*** Opening of Information supplied ***

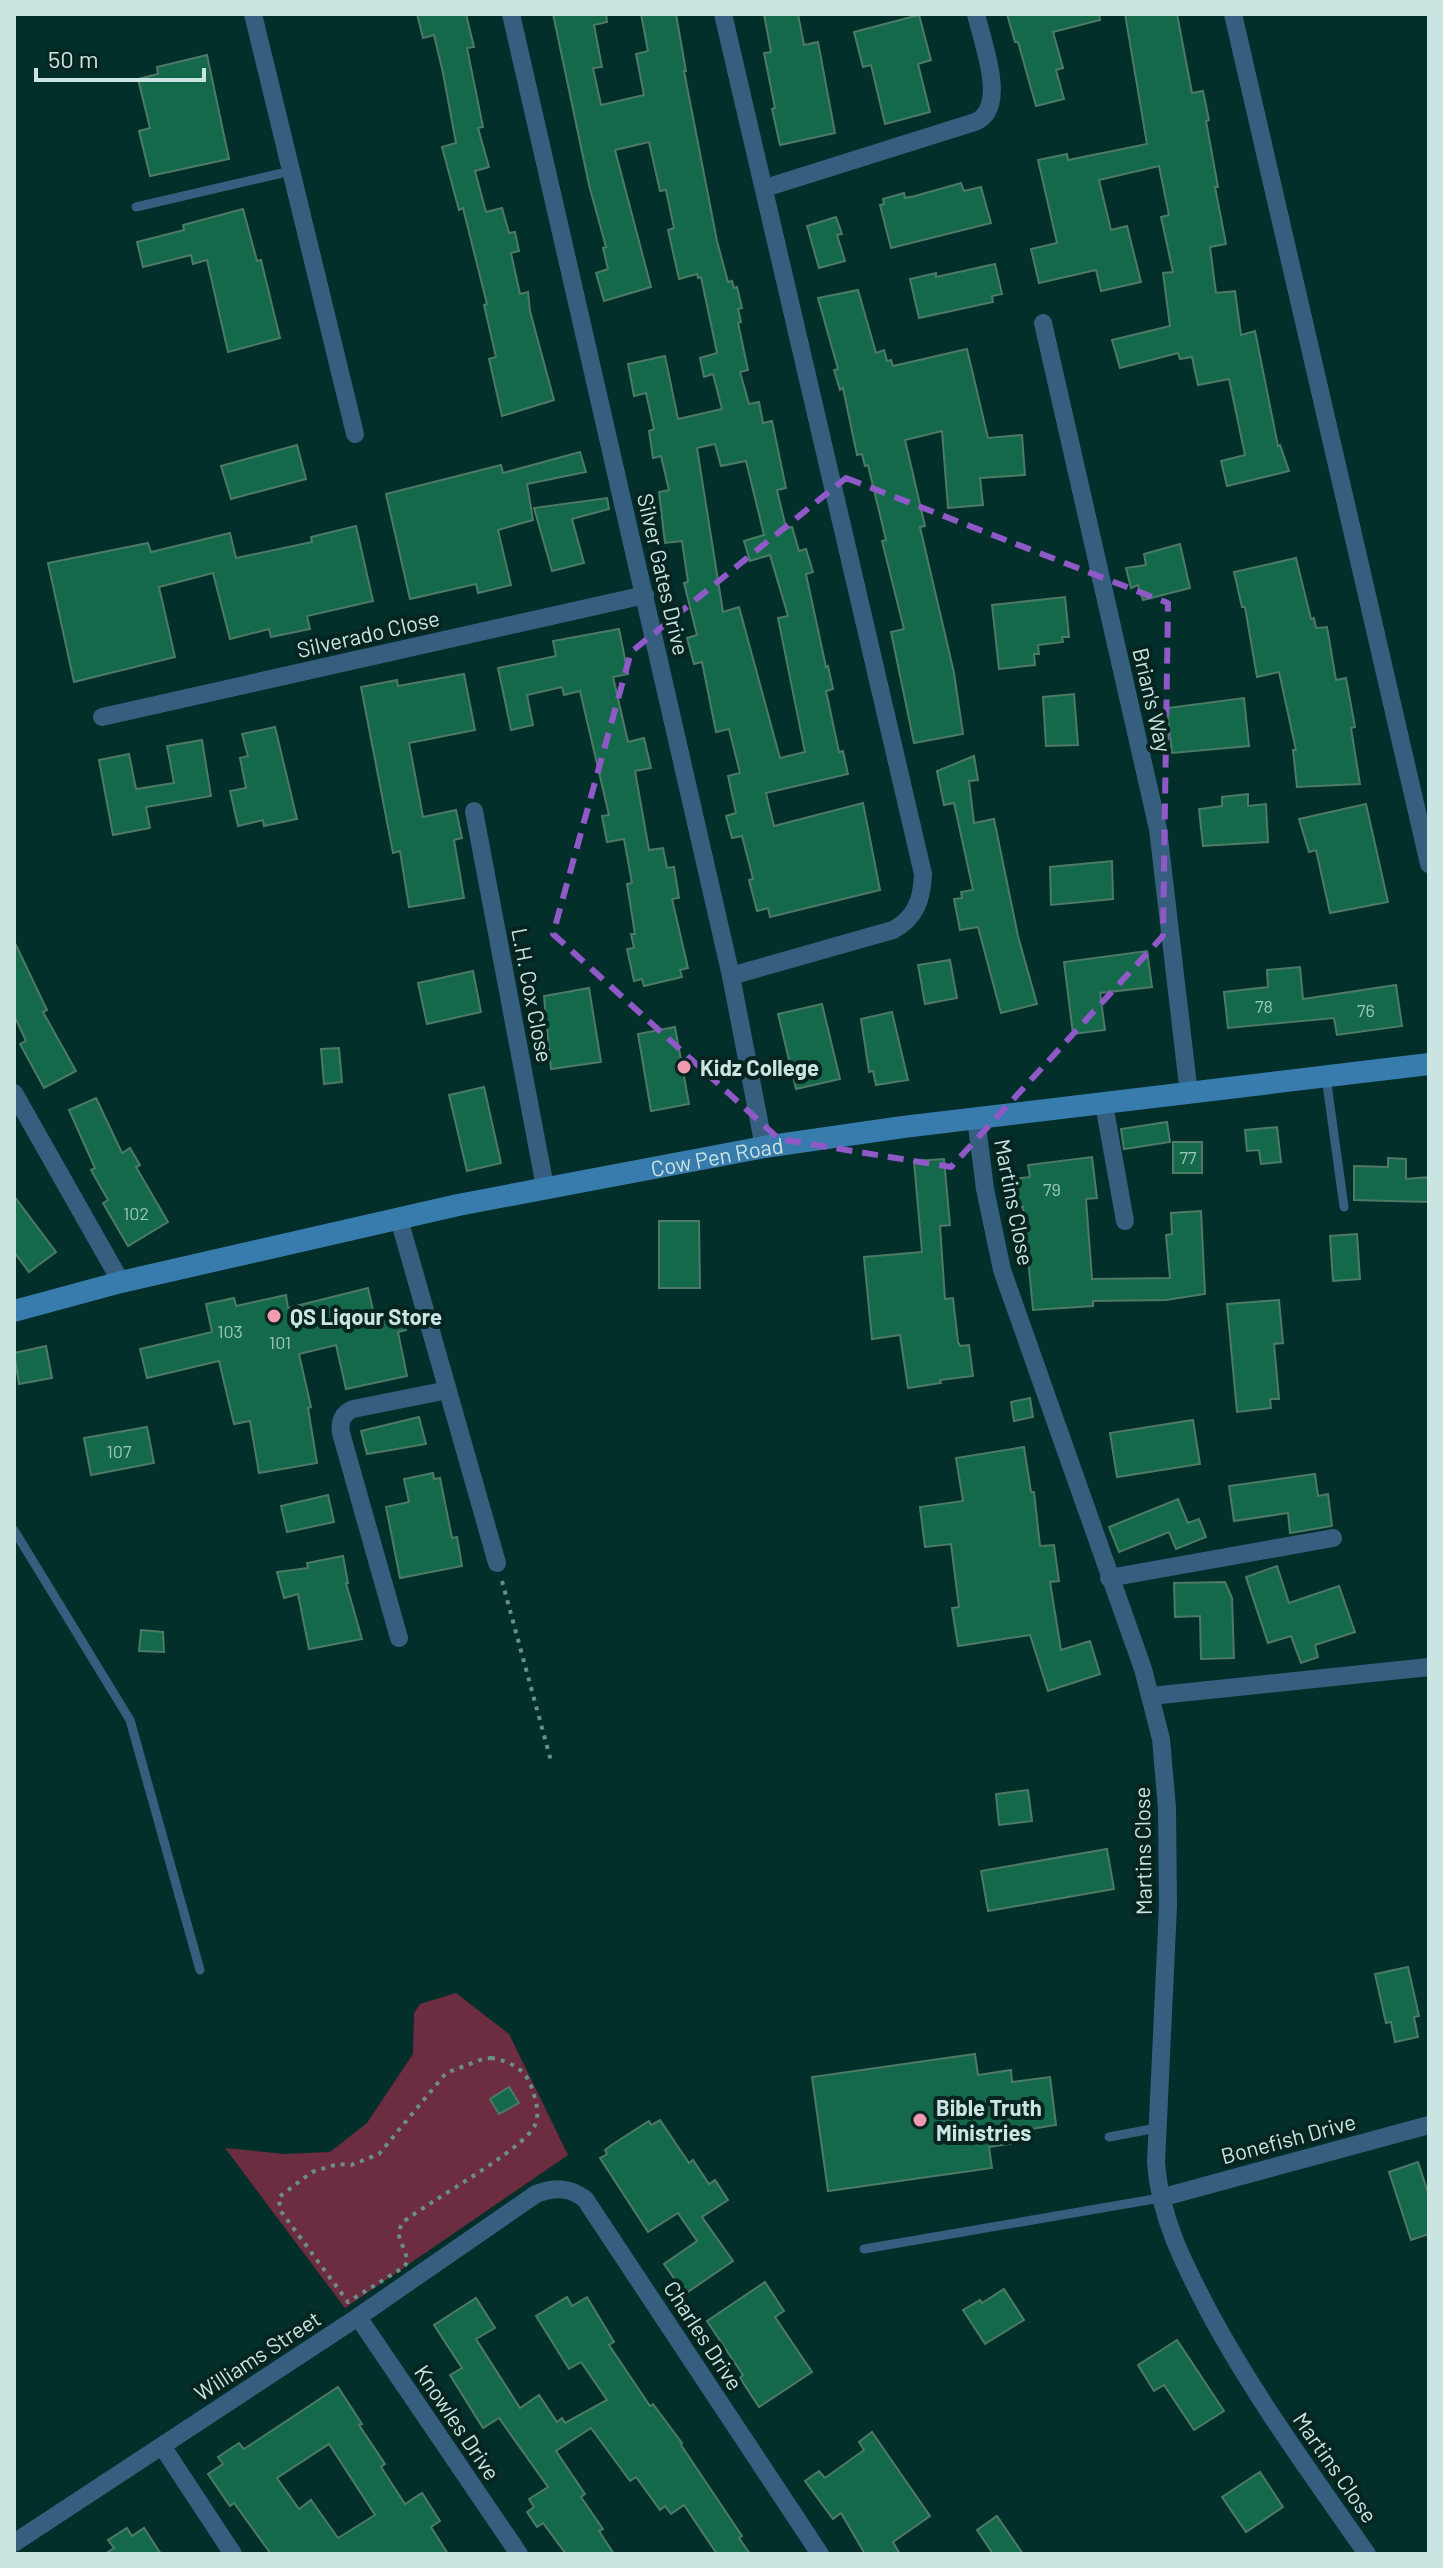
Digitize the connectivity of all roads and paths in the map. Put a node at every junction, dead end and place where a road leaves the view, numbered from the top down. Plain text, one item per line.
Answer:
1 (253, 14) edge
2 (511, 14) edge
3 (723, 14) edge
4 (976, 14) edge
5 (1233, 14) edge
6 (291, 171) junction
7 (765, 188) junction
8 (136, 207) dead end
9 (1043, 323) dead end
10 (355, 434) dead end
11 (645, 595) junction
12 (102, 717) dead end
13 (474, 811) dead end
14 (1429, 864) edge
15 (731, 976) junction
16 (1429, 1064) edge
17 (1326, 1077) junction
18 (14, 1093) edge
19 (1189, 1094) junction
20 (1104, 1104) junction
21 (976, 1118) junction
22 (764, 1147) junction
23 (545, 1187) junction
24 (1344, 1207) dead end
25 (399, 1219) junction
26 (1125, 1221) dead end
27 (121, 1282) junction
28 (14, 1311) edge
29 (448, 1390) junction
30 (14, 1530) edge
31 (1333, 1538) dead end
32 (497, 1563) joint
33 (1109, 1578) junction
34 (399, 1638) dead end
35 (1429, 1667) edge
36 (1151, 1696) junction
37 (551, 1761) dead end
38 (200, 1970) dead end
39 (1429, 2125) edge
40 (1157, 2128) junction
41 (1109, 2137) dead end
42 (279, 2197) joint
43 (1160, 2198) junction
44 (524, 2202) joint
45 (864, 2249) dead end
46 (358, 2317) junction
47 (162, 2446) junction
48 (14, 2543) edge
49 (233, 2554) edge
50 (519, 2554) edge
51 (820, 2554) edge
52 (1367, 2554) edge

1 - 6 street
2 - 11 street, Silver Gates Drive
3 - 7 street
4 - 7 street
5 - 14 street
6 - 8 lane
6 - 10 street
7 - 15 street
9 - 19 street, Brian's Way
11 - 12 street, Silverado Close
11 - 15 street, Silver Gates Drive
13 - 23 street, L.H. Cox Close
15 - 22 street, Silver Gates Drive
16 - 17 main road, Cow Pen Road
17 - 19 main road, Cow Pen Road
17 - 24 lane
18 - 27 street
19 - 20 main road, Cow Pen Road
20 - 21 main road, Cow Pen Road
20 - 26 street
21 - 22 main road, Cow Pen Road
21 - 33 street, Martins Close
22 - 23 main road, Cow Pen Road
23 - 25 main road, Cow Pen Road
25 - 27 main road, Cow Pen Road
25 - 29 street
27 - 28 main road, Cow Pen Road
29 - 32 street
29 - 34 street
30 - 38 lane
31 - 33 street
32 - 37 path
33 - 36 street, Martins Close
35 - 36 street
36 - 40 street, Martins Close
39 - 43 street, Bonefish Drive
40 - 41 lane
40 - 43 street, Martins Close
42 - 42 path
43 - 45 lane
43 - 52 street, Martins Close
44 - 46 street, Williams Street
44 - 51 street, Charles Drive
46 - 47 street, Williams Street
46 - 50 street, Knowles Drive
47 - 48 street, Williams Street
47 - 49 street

*** Close of Information supplied ***

• Task details: Start at the first line and set down all of the data exactly, passing over the pictures.

• Task result:
Digitize the connectivity of all roads and paths in the map. Put a node at every junction, dead end and place where a road leaves the view, numbered from the top down. Plain text, one item per line.
Answer:
1 (253, 14) edge
2 (511, 14) edge
3 (723, 14) edge
4 (976, 14) edge
5 (1233, 14) edge
6 (291, 171) junction
7 (765, 188) junction
8 (136, 207) dead end
9 (1043, 323) dead end
10 (355, 434) dead end
11 (645, 595) junction
12 (102, 717) dead end
13 (474, 811) dead end
14 (1429, 864) edge
15 (731, 976) junction
16 (1429, 1064) edge
17 (1326, 1077) junction
18 (14, 1093) edge
19 (1189, 1094) junction
20 (1104, 1104) junction
21 (976, 1118) junction
22 (764, 1147) junction
23 (545, 1187) junction
24 (1344, 1207) dead end
25 (399, 1219) junction
26 (1125, 1221) dead end
27 (121, 1282) junction
28 (14, 1311) edge
29 (448, 1390) junction
30 (14, 1530) edge
31 (1333, 1538) dead end
32 (497, 1563) joint
33 (1109, 1578) junction
34 (399, 1638) dead end
35 (1429, 1667) edge
36 (1151, 1696) junction
37 (551, 1761) dead end
38 (200, 1970) dead end
39 (1429, 2125) edge
40 (1157, 2128) junction
41 (1109, 2137) dead end
42 (279, 2197) joint
43 (1160, 2198) junction
44 (524, 2202) joint
45 (864, 2249) dead end
46 (358, 2317) junction
47 (162, 2446) junction
48 (14, 2543) edge
49 (233, 2554) edge
50 (519, 2554) edge
51 (820, 2554) edge
52 (1367, 2554) edge

1 - 6 street
2 - 11 street, Silver Gates Drive
3 - 7 street
4 - 7 street
5 - 14 street
6 - 8 lane
6 - 10 street
7 - 15 street
9 - 19 street, Brian's Way
11 - 12 street, Silverado Close
11 - 15 street, Silver Gates Drive
13 - 23 street, L.H. Cox Close
15 - 22 street, Silver Gates Drive
16 - 17 main road, Cow Pen Road
17 - 19 main road, Cow Pen Road
17 - 24 lane
18 - 27 street
19 - 20 main road, Cow Pen Road
20 - 21 main road, Cow Pen Road
20 - 26 street
21 - 22 main road, Cow Pen Road
21 - 33 street, Martins Close
22 - 23 main road, Cow Pen Road
23 - 25 main road, Cow Pen Road
25 - 27 main road, Cow Pen Road
25 - 29 street
27 - 28 main road, Cow Pen Road
29 - 32 street
29 - 34 street
30 - 38 lane
31 - 33 street
32 - 37 path
33 - 36 street, Martins Close
35 - 36 street
36 - 40 street, Martins Close
39 - 43 street, Bonefish Drive
40 - 41 lane
40 - 43 street, Martins Close
42 - 42 path
43 - 45 lane
43 - 52 street, Martins Close
44 - 46 street, Williams Street
44 - 51 street, Charles Drive
46 - 47 street, Williams Street
46 - 50 street, Knowles Drive
47 - 48 street, Williams Street
47 - 49 street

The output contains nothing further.